• DATASET EXCERPTS:
-----

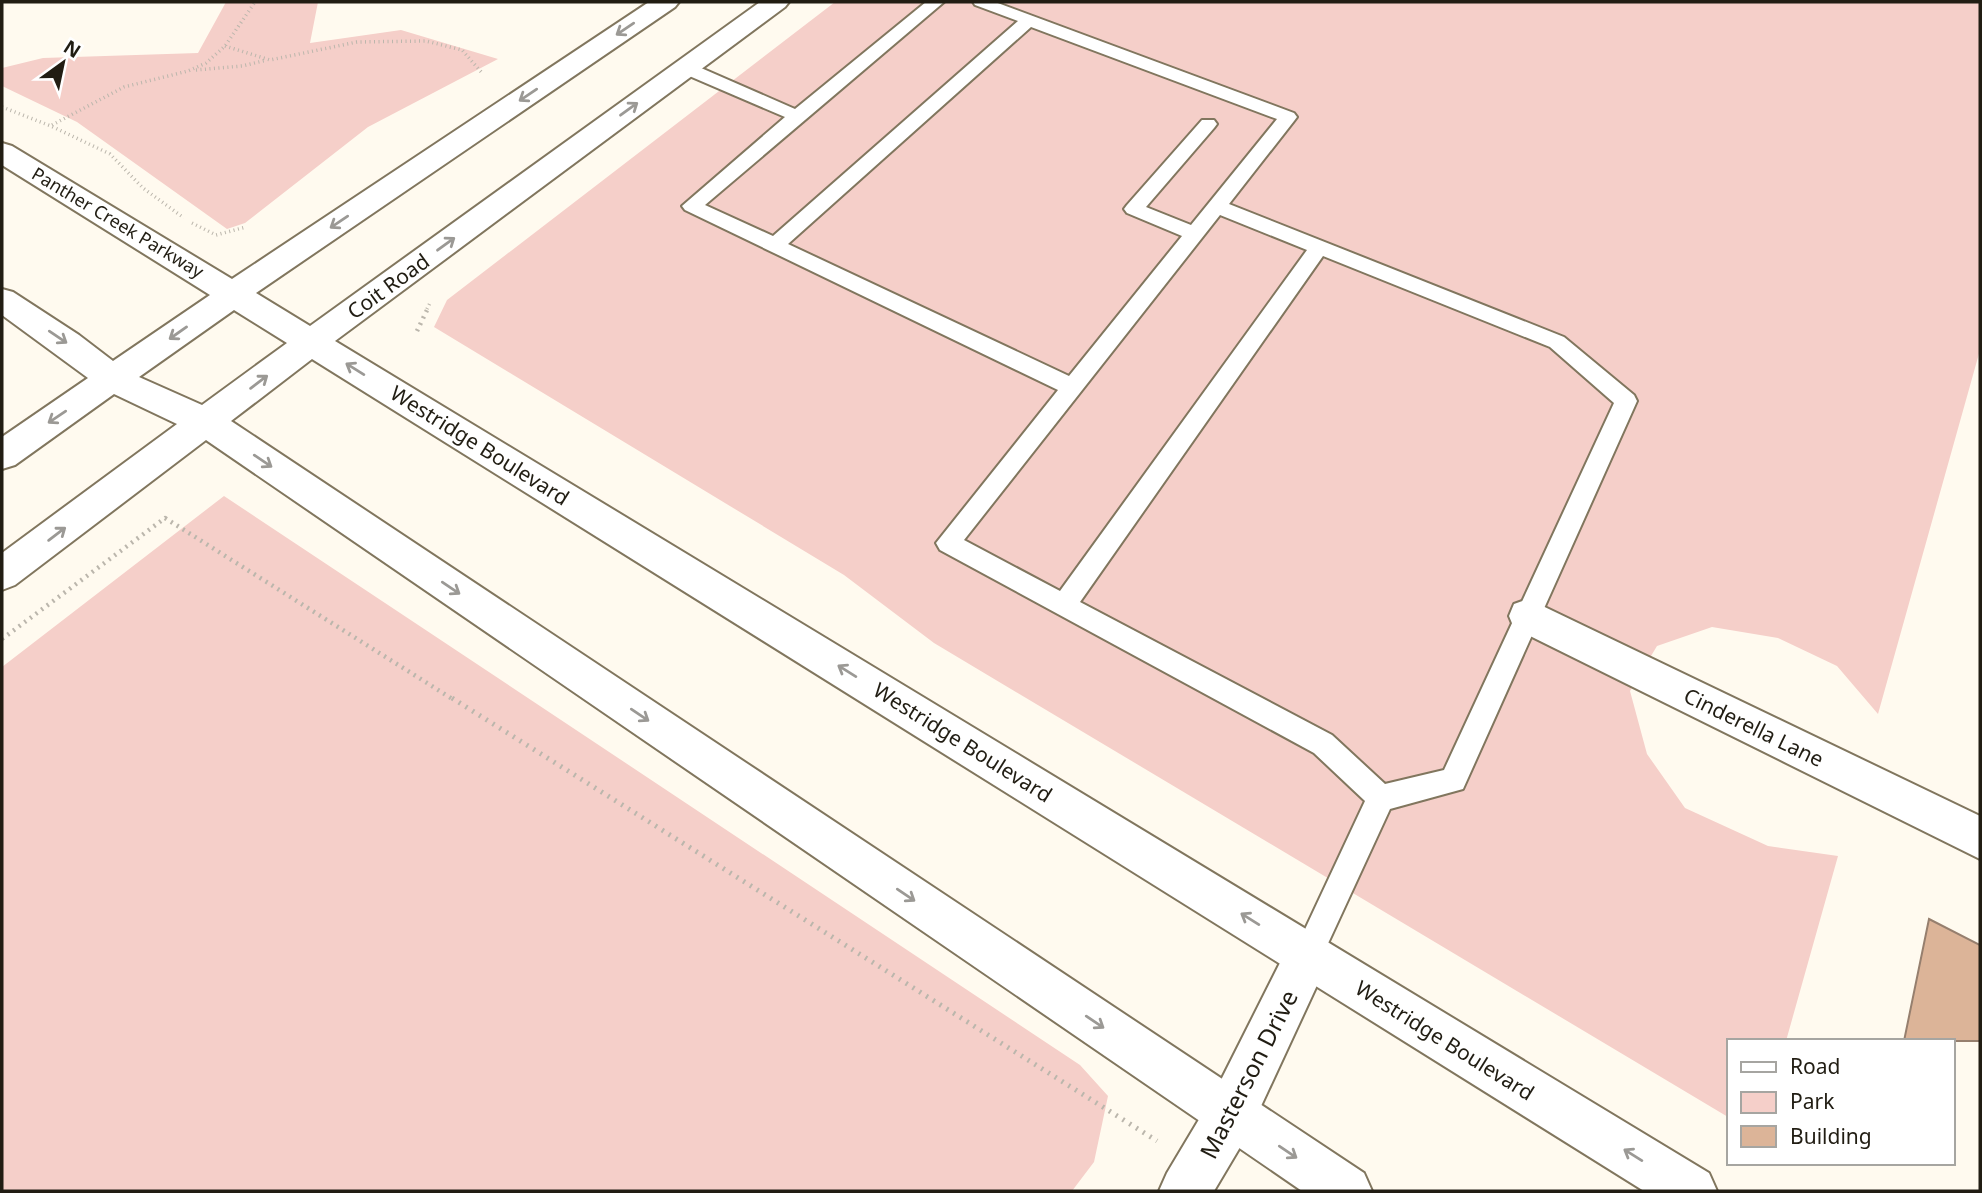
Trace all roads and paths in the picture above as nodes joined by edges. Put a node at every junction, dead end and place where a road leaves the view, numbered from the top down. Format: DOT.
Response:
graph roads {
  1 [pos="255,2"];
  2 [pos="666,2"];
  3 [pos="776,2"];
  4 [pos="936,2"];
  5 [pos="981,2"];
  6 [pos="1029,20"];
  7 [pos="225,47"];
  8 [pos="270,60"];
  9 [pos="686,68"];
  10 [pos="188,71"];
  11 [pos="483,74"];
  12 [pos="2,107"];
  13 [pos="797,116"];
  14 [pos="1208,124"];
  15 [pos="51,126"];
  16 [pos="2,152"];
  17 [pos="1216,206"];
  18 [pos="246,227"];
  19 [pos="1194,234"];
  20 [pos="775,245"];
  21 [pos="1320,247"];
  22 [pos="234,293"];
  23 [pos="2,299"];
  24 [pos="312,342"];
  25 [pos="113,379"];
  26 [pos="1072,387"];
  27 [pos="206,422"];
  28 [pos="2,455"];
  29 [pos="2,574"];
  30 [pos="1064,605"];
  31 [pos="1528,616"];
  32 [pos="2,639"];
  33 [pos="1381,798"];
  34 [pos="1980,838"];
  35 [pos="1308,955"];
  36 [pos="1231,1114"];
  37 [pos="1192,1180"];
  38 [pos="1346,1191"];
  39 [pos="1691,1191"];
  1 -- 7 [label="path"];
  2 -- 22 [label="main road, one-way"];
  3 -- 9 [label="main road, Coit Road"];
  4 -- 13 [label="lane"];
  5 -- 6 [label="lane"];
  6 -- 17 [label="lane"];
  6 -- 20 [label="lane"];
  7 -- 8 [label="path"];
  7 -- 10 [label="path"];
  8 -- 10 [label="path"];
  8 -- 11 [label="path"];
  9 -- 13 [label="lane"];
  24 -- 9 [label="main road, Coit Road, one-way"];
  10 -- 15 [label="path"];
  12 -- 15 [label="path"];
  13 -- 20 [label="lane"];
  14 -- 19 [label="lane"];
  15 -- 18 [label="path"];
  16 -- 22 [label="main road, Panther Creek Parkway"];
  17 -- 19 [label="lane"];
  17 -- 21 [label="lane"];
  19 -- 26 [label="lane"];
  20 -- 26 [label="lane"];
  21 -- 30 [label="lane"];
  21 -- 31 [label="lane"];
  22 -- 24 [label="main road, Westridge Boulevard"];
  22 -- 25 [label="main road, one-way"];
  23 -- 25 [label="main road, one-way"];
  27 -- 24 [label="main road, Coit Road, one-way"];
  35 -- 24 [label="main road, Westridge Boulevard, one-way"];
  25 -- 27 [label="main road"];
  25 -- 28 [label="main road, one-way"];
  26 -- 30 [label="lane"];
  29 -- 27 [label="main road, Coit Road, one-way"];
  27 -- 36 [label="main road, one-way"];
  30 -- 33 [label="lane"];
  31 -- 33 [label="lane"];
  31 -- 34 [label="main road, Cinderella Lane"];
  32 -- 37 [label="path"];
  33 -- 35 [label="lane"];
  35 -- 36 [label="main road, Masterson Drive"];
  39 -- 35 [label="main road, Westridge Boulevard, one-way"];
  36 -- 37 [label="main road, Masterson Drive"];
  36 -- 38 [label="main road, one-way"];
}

-----

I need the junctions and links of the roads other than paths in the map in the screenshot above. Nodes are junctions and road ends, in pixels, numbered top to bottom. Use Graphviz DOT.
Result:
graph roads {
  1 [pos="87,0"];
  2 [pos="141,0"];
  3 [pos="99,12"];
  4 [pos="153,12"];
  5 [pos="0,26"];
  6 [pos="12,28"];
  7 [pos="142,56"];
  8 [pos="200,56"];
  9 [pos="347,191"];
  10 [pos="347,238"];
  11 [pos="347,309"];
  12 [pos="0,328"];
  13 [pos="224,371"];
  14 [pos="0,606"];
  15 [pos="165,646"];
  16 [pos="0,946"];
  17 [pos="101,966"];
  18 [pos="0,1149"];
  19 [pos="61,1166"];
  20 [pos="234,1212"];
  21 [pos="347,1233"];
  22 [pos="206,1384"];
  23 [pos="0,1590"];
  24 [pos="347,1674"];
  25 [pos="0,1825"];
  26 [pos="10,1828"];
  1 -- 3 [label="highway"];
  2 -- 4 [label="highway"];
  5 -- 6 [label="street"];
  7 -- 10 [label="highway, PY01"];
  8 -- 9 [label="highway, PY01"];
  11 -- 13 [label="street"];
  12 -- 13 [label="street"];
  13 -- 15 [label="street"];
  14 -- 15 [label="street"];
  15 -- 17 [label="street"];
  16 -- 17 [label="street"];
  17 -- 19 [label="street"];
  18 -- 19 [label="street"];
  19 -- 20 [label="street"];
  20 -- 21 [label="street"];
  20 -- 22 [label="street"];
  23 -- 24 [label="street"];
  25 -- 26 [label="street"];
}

-----

• EXERCISE: For the string "numbered", search the preceding data and copy every line that includes it.

• EXERCISE RESPONSE:
Trace all roads and paths in the picture above as nodes joined by edges. Put a node at every junction, dead end and place where a road leaves the view, numbered from the top down. Format: DOT.
I need the junctions and links of the roads other than paths in the map in the screenshot above. Nodes are junctions and road ends, in pixels, numbered top to bottom. Use Graphviz DOT.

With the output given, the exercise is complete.